(Stored dataset items)
======
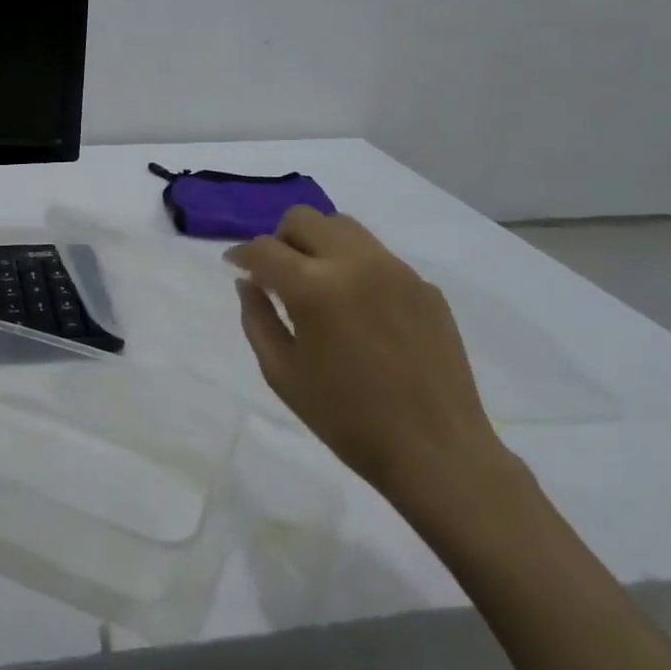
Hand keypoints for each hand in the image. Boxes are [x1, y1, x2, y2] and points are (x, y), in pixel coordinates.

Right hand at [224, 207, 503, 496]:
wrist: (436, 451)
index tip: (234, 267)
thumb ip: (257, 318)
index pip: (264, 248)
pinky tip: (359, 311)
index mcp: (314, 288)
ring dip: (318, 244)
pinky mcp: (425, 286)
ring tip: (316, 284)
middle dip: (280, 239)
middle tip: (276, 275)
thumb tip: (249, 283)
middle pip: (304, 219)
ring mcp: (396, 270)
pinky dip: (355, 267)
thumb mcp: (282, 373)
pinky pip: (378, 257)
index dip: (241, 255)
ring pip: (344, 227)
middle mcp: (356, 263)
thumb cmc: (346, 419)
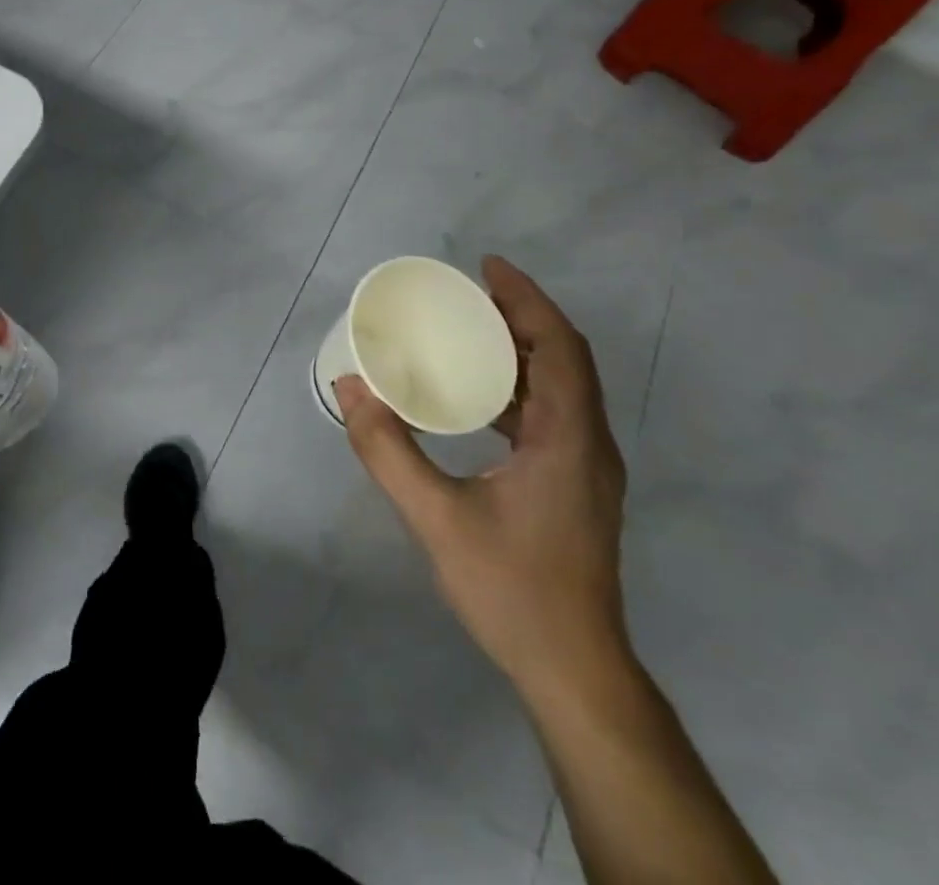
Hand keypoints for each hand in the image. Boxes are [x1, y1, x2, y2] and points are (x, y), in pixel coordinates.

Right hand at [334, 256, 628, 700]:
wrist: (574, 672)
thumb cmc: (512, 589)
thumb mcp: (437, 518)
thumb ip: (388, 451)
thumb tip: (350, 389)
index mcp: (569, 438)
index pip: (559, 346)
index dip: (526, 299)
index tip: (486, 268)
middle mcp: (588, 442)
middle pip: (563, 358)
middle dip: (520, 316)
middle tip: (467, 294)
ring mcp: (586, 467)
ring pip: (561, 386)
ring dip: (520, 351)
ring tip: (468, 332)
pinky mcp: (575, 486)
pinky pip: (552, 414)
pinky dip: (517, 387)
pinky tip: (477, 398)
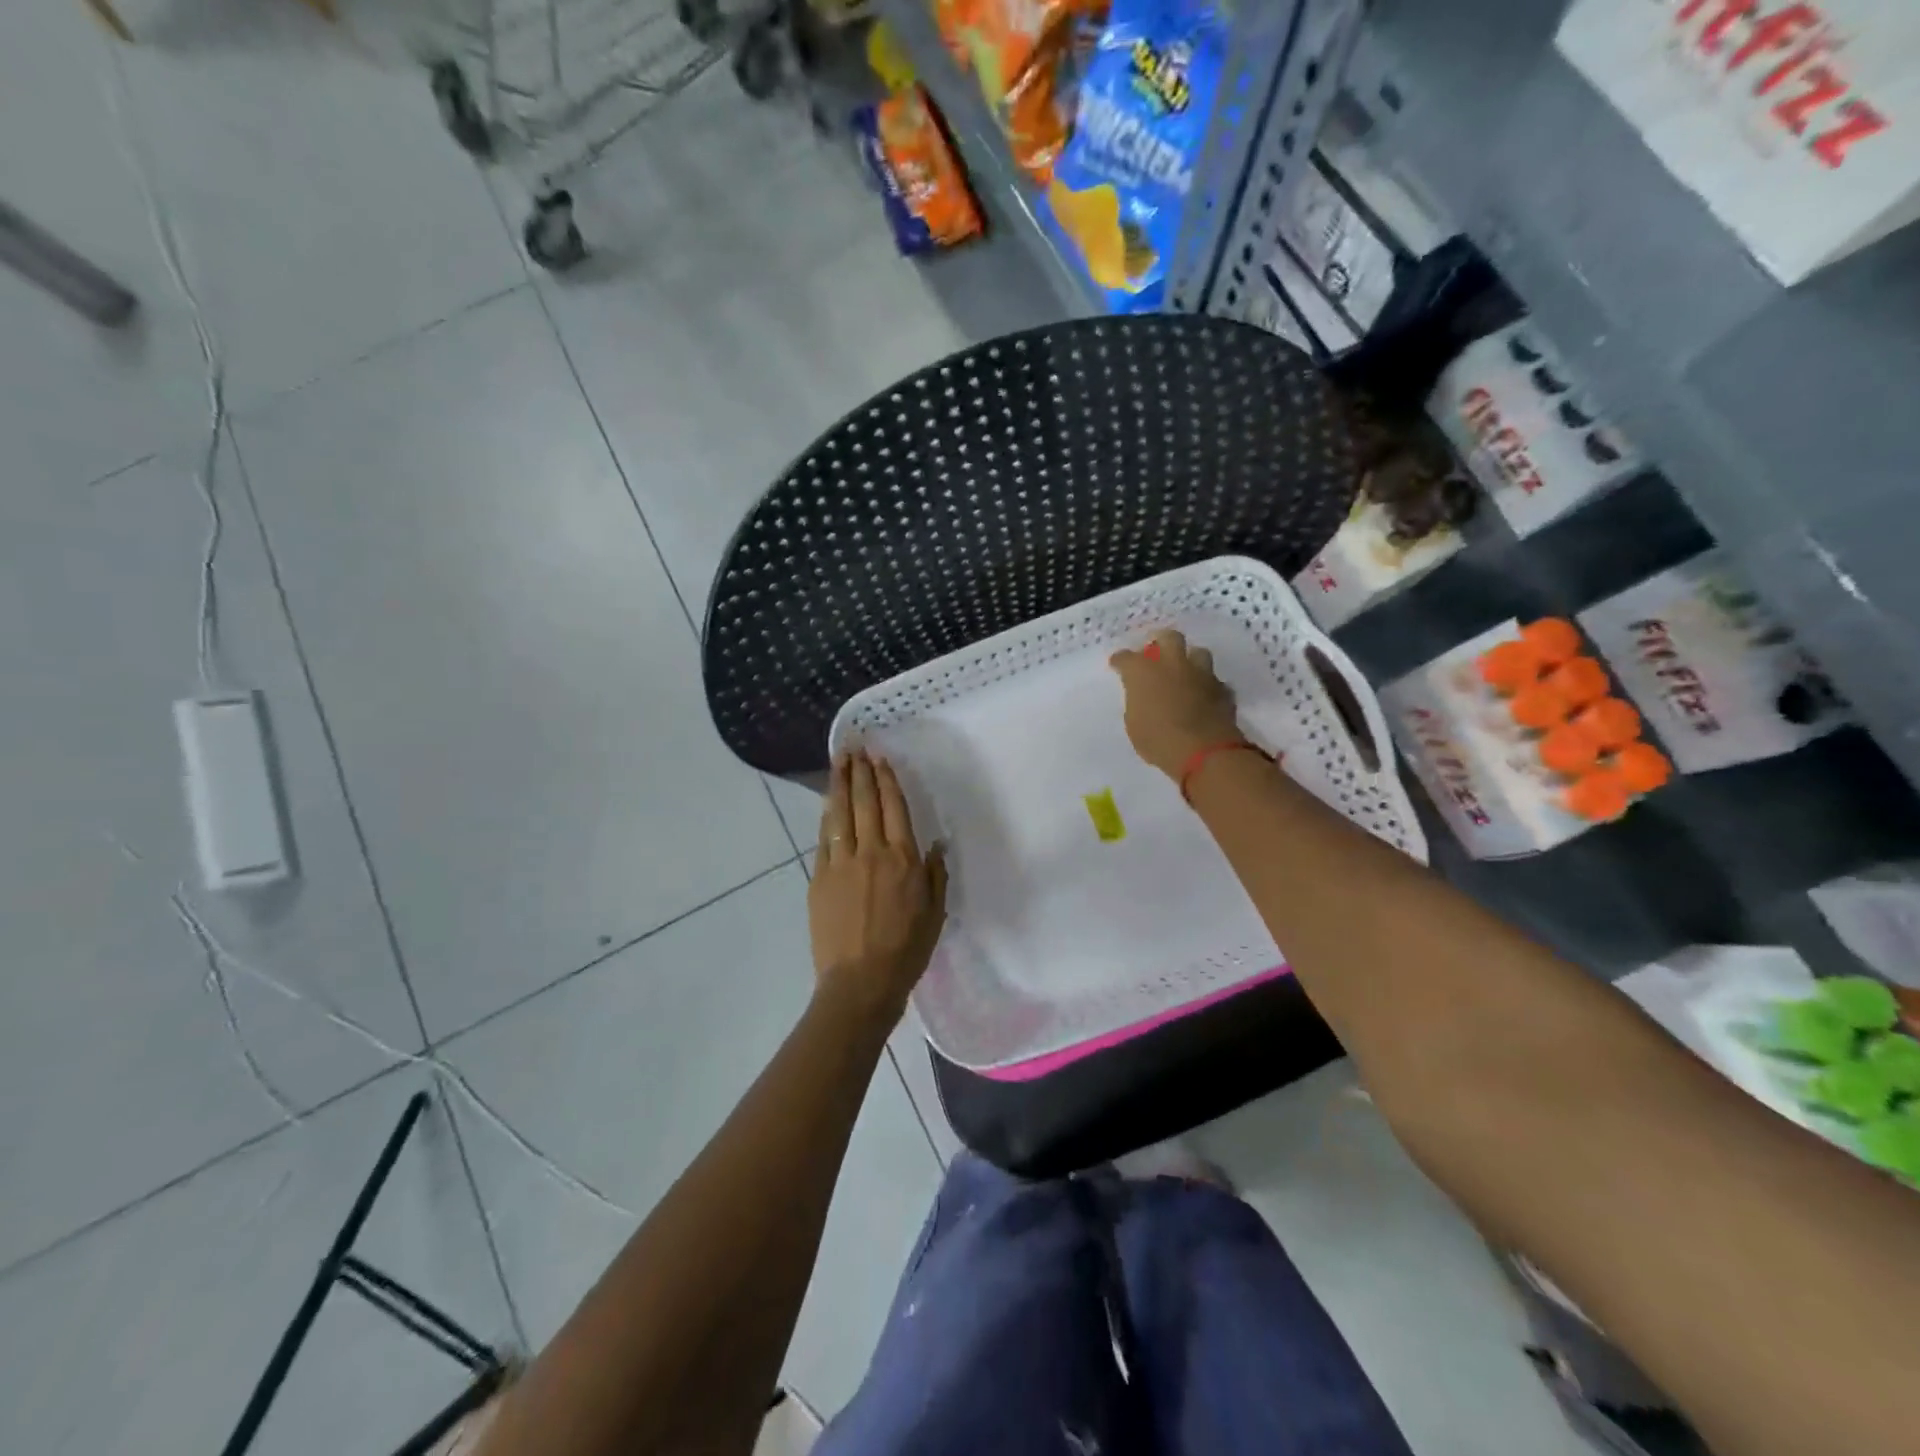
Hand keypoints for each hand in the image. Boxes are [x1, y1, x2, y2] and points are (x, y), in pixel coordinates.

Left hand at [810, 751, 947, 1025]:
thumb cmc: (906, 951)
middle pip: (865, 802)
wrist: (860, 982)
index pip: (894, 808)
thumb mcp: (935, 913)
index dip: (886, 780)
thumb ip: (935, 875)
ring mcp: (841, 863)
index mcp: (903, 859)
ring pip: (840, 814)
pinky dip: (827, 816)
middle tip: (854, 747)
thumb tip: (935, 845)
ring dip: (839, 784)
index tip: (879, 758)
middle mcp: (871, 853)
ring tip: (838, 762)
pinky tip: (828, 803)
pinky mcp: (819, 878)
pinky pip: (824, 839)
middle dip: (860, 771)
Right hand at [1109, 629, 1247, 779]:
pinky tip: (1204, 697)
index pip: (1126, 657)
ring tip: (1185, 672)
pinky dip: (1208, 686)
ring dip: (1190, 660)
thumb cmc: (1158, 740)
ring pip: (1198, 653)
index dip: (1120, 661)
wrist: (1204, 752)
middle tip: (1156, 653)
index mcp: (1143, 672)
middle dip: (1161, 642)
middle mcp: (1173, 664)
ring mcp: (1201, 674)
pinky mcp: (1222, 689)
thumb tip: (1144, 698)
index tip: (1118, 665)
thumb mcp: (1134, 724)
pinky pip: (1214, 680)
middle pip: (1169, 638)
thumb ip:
======
What you will do:
What are the lines in the records above, word for word, from the one containing "ring mcp: (396, 270)" through the one containing "wrist: (574, 672)", both ends included and pictures left out?

Answer section:
ring mcp: (396, 270)
pinky dip: (355, 267)
thumb mcp: (282, 373)
pinky pip: (378, 257)
index dip: (241, 255)
ring pip: (344, 227)
middle mcp: (356, 263)
thumb cmc: (346, 419)
Hand keypoints for each hand in the image. Boxes are [x1, y1, x2, y2] and points are (x, y), in pixel coordinates.

Right hand at [334, 256, 628, 700]:
wrist: (574, 672)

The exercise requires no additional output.